# [Exercise]
Repeat the listing exactly. Do not carry over any pictures.
Start of Data section
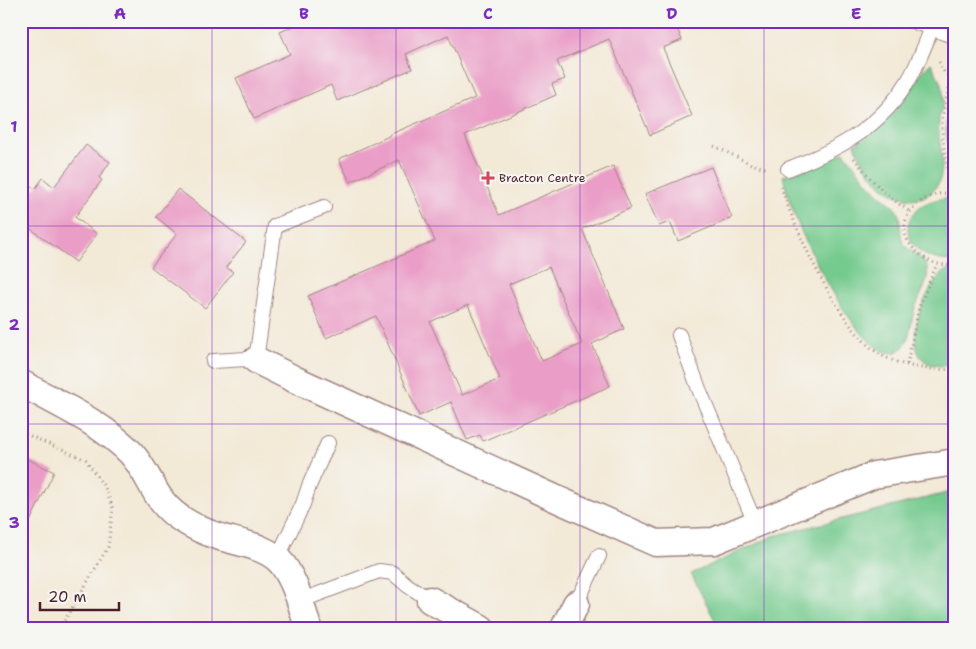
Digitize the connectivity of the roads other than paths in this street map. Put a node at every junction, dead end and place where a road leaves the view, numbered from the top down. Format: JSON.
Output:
{"nodes":[{"id":1,"x":912,"y":21,"type":"edge"},
{"id":2,"x":932,"y":30,"type":"junction"},
{"id":3,"x":955,"y":37,"type":"edge"},
{"id":4,"x":781,"y":173,"type":"road end"},
{"id":5,"x":324,"y":207,"type":"dead end"},
{"id":6,"x":679,"y":335,"type":"dead end"},
{"id":7,"x":256,"y":360,"type":"junction"},
{"id":8,"x":213,"y":361,"type":"dead end"},
{"id":9,"x":21,"y":383,"type":"edge"},
{"id":10,"x":328,"y":443,"type":"dead end"},
{"id":11,"x":955,"y":462,"type":"edge"},
{"id":12,"x":755,"y":523,"type":"junction"},
{"id":13,"x":600,"y":556,"type":"dead end"},
{"id":14,"x":276,"y":558,"type":"junction"},
{"id":15,"x":430,"y":600,"type":"joint"},
{"id":16,"x":300,"y":601,"type":"junction"},
{"id":17,"x":576,"y":604,"type":"joint"},
{"id":18,"x":308,"y":628,"type":"edge"},
{"id":19,"x":481,"y":628,"type":"edge"},
{"id":20,"x":564,"y":628,"type":"edge"}],
"edges":[{"from":1,"to":2,"type":"lane"},
{"from":2,"to":3,"type":"lane"},
{"from":2,"to":4,"type":"lane"},
{"from":5,"to":7,"type":"lane"},
{"from":6,"to":12,"type":"lane"},
{"from":7,"to":8,"type":"lane"},
{"from":7,"to":12,"type":"street"},
{"from":9,"to":14,"type":"street"},
{"from":10,"to":14,"type":"lane"},
{"from":11,"to":12,"type":"street"},
{"from":13,"to":17,"type":"lane"},
{"from":14,"to":16,"type":"street"},
{"from":15,"to":16,"type":"lane"},
{"from":15,"to":19,"type":"street"},
{"from":16,"to":18,"type":"street"},
{"from":17,"to":20,"type":"street"}]}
End of Data section
# [Answer section]
Digitize the connectivity of the roads other than paths in this street map. Put a node at every junction, dead end and place where a road leaves the view, numbered from the top down. Format: JSON.
Output:
{"nodes":[{"id":1,"x":912,"y":21,"type":"edge"},
{"id":2,"x":932,"y":30,"type":"junction"},
{"id":3,"x":955,"y":37,"type":"edge"},
{"id":4,"x":781,"y":173,"type":"road end"},
{"id":5,"x":324,"y":207,"type":"dead end"},
{"id":6,"x":679,"y":335,"type":"dead end"},
{"id":7,"x":256,"y":360,"type":"junction"},
{"id":8,"x":213,"y":361,"type":"dead end"},
{"id":9,"x":21,"y":383,"type":"edge"},
{"id":10,"x":328,"y":443,"type":"dead end"},
{"id":11,"x":955,"y":462,"type":"edge"},
{"id":12,"x":755,"y":523,"type":"junction"},
{"id":13,"x":600,"y":556,"type":"dead end"},
{"id":14,"x":276,"y":558,"type":"junction"},
{"id":15,"x":430,"y":600,"type":"joint"},
{"id":16,"x":300,"y":601,"type":"junction"},
{"id":17,"x":576,"y":604,"type":"joint"},
{"id":18,"x":308,"y":628,"type":"edge"},
{"id":19,"x":481,"y":628,"type":"edge"},
{"id":20,"x":564,"y":628,"type":"edge"}],
"edges":[{"from":1,"to":2,"type":"lane"},
{"from":2,"to":3,"type":"lane"},
{"from":2,"to":4,"type":"lane"},
{"from":5,"to":7,"type":"lane"},
{"from":6,"to":12,"type":"lane"},
{"from":7,"to":8,"type":"lane"},
{"from":7,"to":12,"type":"street"},
{"from":9,"to":14,"type":"street"},
{"from":10,"to":14,"type":"lane"},
{"from":11,"to":12,"type":"street"},
{"from":13,"to":17,"type":"lane"},
{"from":14,"to":16,"type":"street"},
{"from":15,"to":16,"type":"lane"},
{"from":15,"to":19,"type":"street"},
{"from":16,"to":18,"type":"street"},
{"from":17,"to":20,"type":"street"}]}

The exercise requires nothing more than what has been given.